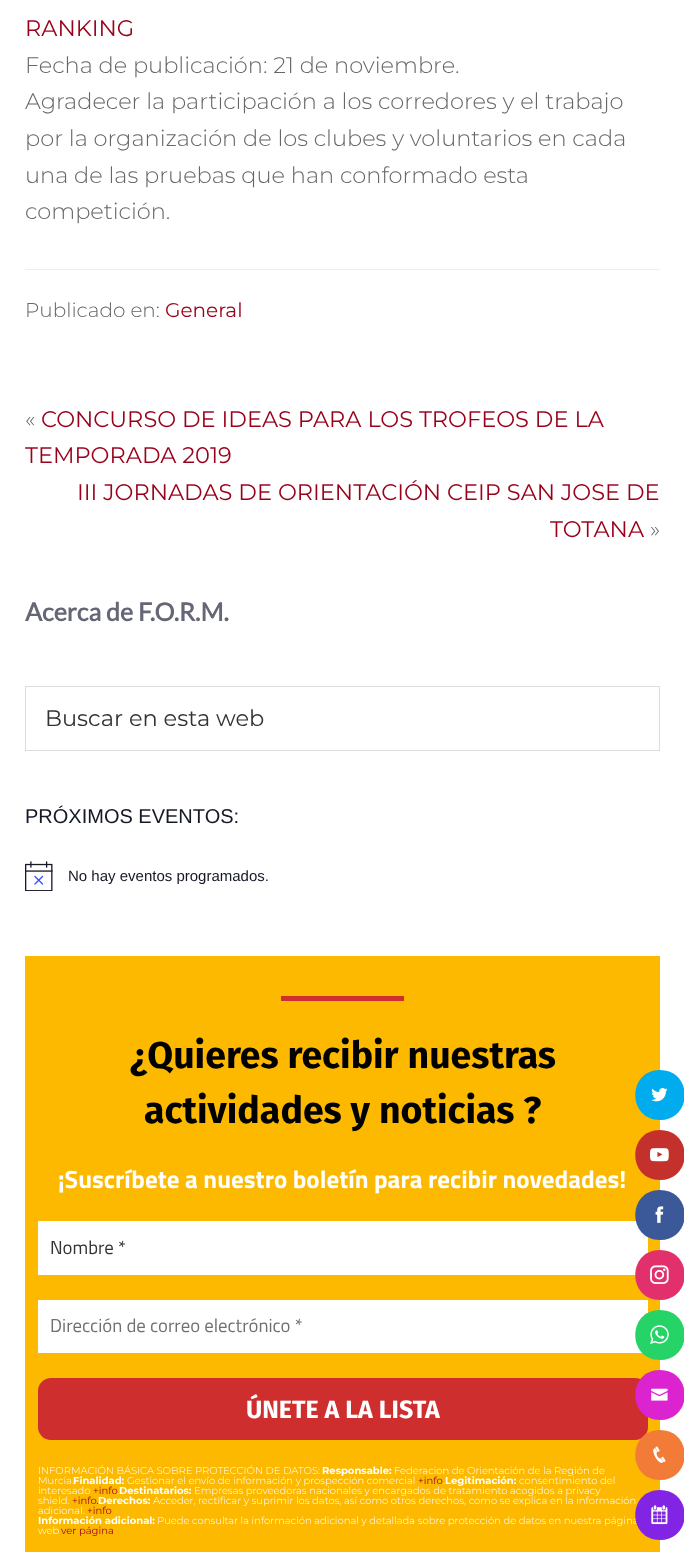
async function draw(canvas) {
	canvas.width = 684;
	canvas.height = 1552;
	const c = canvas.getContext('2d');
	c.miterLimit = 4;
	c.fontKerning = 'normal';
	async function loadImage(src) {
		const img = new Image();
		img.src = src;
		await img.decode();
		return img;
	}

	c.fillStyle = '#fff';
	c.fillRect(0, 0, 684, 1552);
	c.font = '22.5px Montserrat';
	c.fillStyle = '#99011a';
	c.fillText('RANKING', 25, 36);
	c.font = '300 22.5px Montserrat';
	c.fillStyle = '#666';
	for (const [text, x, y] of [
		['Fecha de publicación: 21 de noviembre.', 25, 73],
		['Agradecer la participación a los corredores y el trabajo', 25, 109],
		['por la organización de los clubes y voluntarios en cada', 25, 146],
		['una de las pruebas que han conformado esta', 25, 183],
		['competición.', 25, 219],
	]) {
		c.fillText(text, x, y);
	}
	c.fillStyle = '#eee';
	c.fillRect(25, 269, 635, 1);
	c.font = '300 20px Montserrat';
	c.fillStyle = '#666';
	c.fillText('Publicado en:', 25, 317);
	c.font = '20px Montserrat';
	c.fillStyle = '#99011a';
	c.fillText('General', 165, 317);
	c.font = '300 22.5px Montserrat';
	c.fillStyle = '#666';
	c.fillText('«', 25, 427);
	c.font = '22.5px Montserrat';
	c.fillStyle = '#99011a';
	for (const [text, x, y] of [
		['CONCURSO DE IDEAS PARA LOS TROFEOS DE LA', 41, 427],
		['TEMPORADA 2019', 25, 463],
		['III JORNADAS DE ORIENTACIÓN CEIP SAN JOSE DE', 77, 500],
		['TOTANA', 550, 537],
	]) {
		c.fillText(text, x, y);
	}
	c.font = '300 22.5px Montserrat';
	c.fillStyle = '#666';
	c.fillText('»', 650, 537);
	c.font = 'bold 25px Lato';
	c.fillStyle = '#666776';
	c.fillText('Acerca de F.O.R.M.', 25, 621);
	c.strokeStyle = '#ddd';
	c.strokeRect(25.5, 686.5, 634, 64);
	c.font = '22.5px Montserrat';
	c.fillStyle = '#333';
	c.fillText('Buscar en esta web', 45, 726);
	c.font = '20px Liberation Sans';
	c.fillStyle = '#141827';
	c.fillText('PRÓXIMOS EVENTOS:', 25, 823);
	c.drawImage(await loadImage('img1.png'), 25, 861, 28, 30);
	c.font = '15px Liberation Sans';
	c.fillText('No hay eventos programados.', 68, 881);
	c.fillStyle = '#fcb900';
	c.fillRect(25, 956, 635, 596);
	c.fillStyle = '#cf2e2e';
	c.fillRect(281, 996, 123, 5);
	c.font = 'bold 37.5px Fira Sans';
	c.fillStyle = '#000';
	c.fillText('¿Quieres recibir nuestras', 130, 1068);
	c.fillText('actividades y noticias ?', 144, 1123);
	c.font = 'bold 25px Titillium Web';
	c.fillStyle = '#fff';
	c.fillText('¡Suscríbete a nuestro boletín para recibir novedades!', 58, 1188);
	c.fillRect(38, 1221, 610, 54);
	c.font = '18.75px Titillium Web';
	c.fillStyle = '#333';
	c.fillText('Nombre *', 50, 1254);
	c.fillStyle = '#fff';
	c.fillRect(38, 1300, 610, 53);
	c.fillStyle = '#707070';
	c.fillText('Dirección de correo electrónico *', 50, 1332);
	c.fillStyle = '#cf2e2e';
	c.beginPath();
	c.roundRect(38, 1378, 610, 62, 13);
	c.fill();
	c.font = 'bold 25px Fira Sans';
	c.fillStyle = '#fff';
	c.fillText('ÚNETE A LA LISTA', 246, 1418);
	c.font = '300 10px Montserrat';
	c.fillText('INFORMACIÓN BÁSICA SOBRE PROTECCIÓN DE DATOS:', 38, 1474);
	c.font = 'bold 10px Montserrat';
	c.fillText('Responsable:', 322, 1474);
	c.font = '300 10px Montserrat';
	c.fillText('Federacion de Orientación de la Región de', 394, 1474);
	c.fillText('Murcia.', 38, 1484);
	c.font = 'bold 10px Montserrat';
	c.fillText('Finalidad:', 73, 1484);
	c.font = '300 10px Montserrat';
	c.fillText('Gestionar el envío de información y prospección comercial', 127, 1484);
	c.font = '10px Montserrat';
	c.fillStyle = '#99011a';
	c.fillText('+info', 418, 1484);
	c.font = '300 10px Montserrat';
	c.fillStyle = '#fff';
	c.fillText('.', 443, 1484);
	c.font = 'bold 10px Montserrat';
	c.fillText('Legitimación:', 445, 1484);
	c.font = '300 10px Montserrat';
	c.fillText('consentimiento del', 519, 1484);
	c.fillText('interesado', 38, 1494);
	c.font = '10px Montserrat';
	c.fillStyle = '#99011a';
	c.fillText('+info', 93, 1494);
	c.font = '300 10px Montserrat';
	c.fillStyle = '#fff';
	c.fillText('.', 117, 1494);
	c.font = 'bold 10px Montserrat';
	c.fillText('Destinatarios:', 119, 1494);
	c.font = '300 10px Montserrat';
	c.fillText('Empresas proveedoras nacionales y encargados de tratamiento acogidos a privacy', 194, 1494);
	c.fillText('shield.', 38, 1504);
	c.font = '10px Montserrat';
	c.fillStyle = '#99011a';
	c.fillText('+info.', 72, 1504);
	c.font = 'bold 10px Montserrat';
	c.fillStyle = '#fff';
	c.fillText('Derechos:', 98, 1504);
	c.font = '300 10px Montserrat';
	c.fillText('Acceder, rectificar y suprimir los datos, así como otros derechos, como se explica en la información', 153, 1504);
	c.fillText('adicional.', 38, 1514);
	c.font = '10px Montserrat';
	c.fillStyle = '#99011a';
	c.fillText('+info', 87, 1514);
	c.font = 'bold 10px Montserrat';
	c.fillStyle = '#fff';
	c.fillText('Información adicional:', 38, 1524);
	c.font = '300 10px Montserrat';
	c.fillText('Puede consultar la información adicional y detallada sobre protección de datos en nuestra página', 157, 1524);
	c.fillText('web', 38, 1534);
	c.font = '10px Montserrat';
	c.fillStyle = '#99011a';
	c.fillText('ver página', 61, 1534);
	c.fillStyle = '#00acee';
	c.beginPath();
	c.moveTo(660, 1070);
	c.bezierCurveTo(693, 1070, 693, 1120, 660, 1120);
	c.bezierCurveTo(627, 1120, 627, 1070, 660, 1070);
	c.closePath();
	c.fill();
	c.drawImage(await loadImage('img2.png'), 651, 1088, 17, 14);
	c.fillStyle = '#c4302b';
	c.beginPath();
	c.moveTo(660, 1130);
	c.bezierCurveTo(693, 1130, 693, 1180, 660, 1180);
	c.bezierCurveTo(627, 1180, 627, 1130, 660, 1130);
	c.closePath();
	c.fill();
	c.drawImage(await loadImage('img3.png'), 650, 1148, 19, 14);
	c.fillStyle = '#3b5998';
	c.beginPath();
	c.moveTo(660, 1190);
	c.bezierCurveTo(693, 1190, 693, 1240, 660, 1240);
	c.bezierCurveTo(627, 1240, 627, 1190, 660, 1190);
	c.closePath();
	c.fill();
	c.drawImage(await loadImage('img4.png'), 655, 1206, 9, 17);
	c.fillStyle = '#e1306c';
	c.beginPath();
	c.moveTo(660, 1250);
	c.bezierCurveTo(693, 1250, 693, 1300, 660, 1300);
	c.bezierCurveTo(627, 1300, 627, 1250, 660, 1250);
	c.closePath();
	c.fill();
	c.drawImage(await loadImage('img5.png'), 650, 1265, 19, 19);
	c.fillStyle = '#25d366';
	c.beginPath();
	c.moveTo(660, 1310);
	c.bezierCurveTo(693, 1310, 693, 1360, 660, 1360);
	c.bezierCurveTo(627, 1360, 627, 1310, 660, 1310);
	c.closePath();
	c.fill();
	c.drawImage(await loadImage('img6.png'), 650, 1325, 19, 19);
	c.fillStyle = '#db23cf';
	c.beginPath();
	c.moveTo(660, 1370);
	c.bezierCurveTo(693, 1370, 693, 1420, 660, 1420);
	c.bezierCurveTo(627, 1420, 627, 1370, 660, 1370);
	c.closePath();
	c.fill();
	c.drawImage(await loadImage('img7.png'), 651, 1388, 17, 13);
	c.fillStyle = '#f27c37';
	c.beginPath();
	c.moveTo(660, 1430);
	c.bezierCurveTo(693, 1430, 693, 1480, 660, 1480);
	c.bezierCurveTo(627, 1480, 627, 1430, 660, 1430);
	c.closePath();
	c.fill();
	c.drawImage(await loadImage('img8.png'), 653, 1446, 13, 17);
	c.fillStyle = '#8224e3';
	c.beginPath();
	c.moveTo(660, 1490);
	c.bezierCurveTo(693, 1490, 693, 1540, 660, 1540);
	c.bezierCurveTo(627, 1540, 627, 1490, 660, 1490);
	c.closePath();
	c.fill();
	c.drawImage(await loadImage('img9.png'), 651, 1505, 17, 20);
}

draw(document.querySelector('canvas'));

- - - -

The answer is the run of lines above from the line containing "c.fillText('.', 443, 1484);" through the line containing "c.moveTo(660, 1130);", copied exactly and alone.

	c.fillText('.', 443, 1484);
	c.font = 'bold 10px Montserrat';
	c.fillText('Legitimación:', 445, 1484);
	c.font = '300 10px Montserrat';
	c.fillText('consentimiento del', 519, 1484);
	c.fillText('interesado', 38, 1494);
	c.font = '10px Montserrat';
	c.fillStyle = '#99011a';
	c.fillText('+info', 93, 1494);
	c.font = '300 10px Montserrat';
	c.fillStyle = '#fff';
	c.fillText('.', 117, 1494);
	c.font = 'bold 10px Montserrat';
	c.fillText('Destinatarios:', 119, 1494);
	c.font = '300 10px Montserrat';
	c.fillText('Empresas proveedoras nacionales y encargados de tratamiento acogidos a privacy', 194, 1494);
	c.fillText('shield.', 38, 1504);
	c.font = '10px Montserrat';
	c.fillStyle = '#99011a';
	c.fillText('+info.', 72, 1504);
	c.font = 'bold 10px Montserrat';
	c.fillStyle = '#fff';
	c.fillText('Derechos:', 98, 1504);
	c.font = '300 10px Montserrat';
	c.fillText('Acceder, rectificar y suprimir los datos, así como otros derechos, como se explica en la información', 153, 1504);
	c.fillText('adicional.', 38, 1514);
	c.font = '10px Montserrat';
	c.fillStyle = '#99011a';
	c.fillText('+info', 87, 1514);
	c.font = 'bold 10px Montserrat';
	c.fillStyle = '#fff';
	c.fillText('Información adicional:', 38, 1524);
	c.font = '300 10px Montserrat';
	c.fillText('Puede consultar la información adicional y detallada sobre protección de datos en nuestra página', 157, 1524);
	c.fillText('web', 38, 1534);
	c.font = '10px Montserrat';
	c.fillStyle = '#99011a';
	c.fillText('ver página', 61, 1534);
	c.fillStyle = '#00acee';
	c.beginPath();
	c.moveTo(660, 1070);
	c.bezierCurveTo(693, 1070, 693, 1120, 660, 1120);
	c.bezierCurveTo(627, 1120, 627, 1070, 660, 1070);
	c.closePath();
	c.fill();
	c.drawImage(await loadImage('img2.png'), 651, 1088, 17, 14);
	c.fillStyle = '#c4302b';
	c.beginPath();
	c.moveTo(660, 1130);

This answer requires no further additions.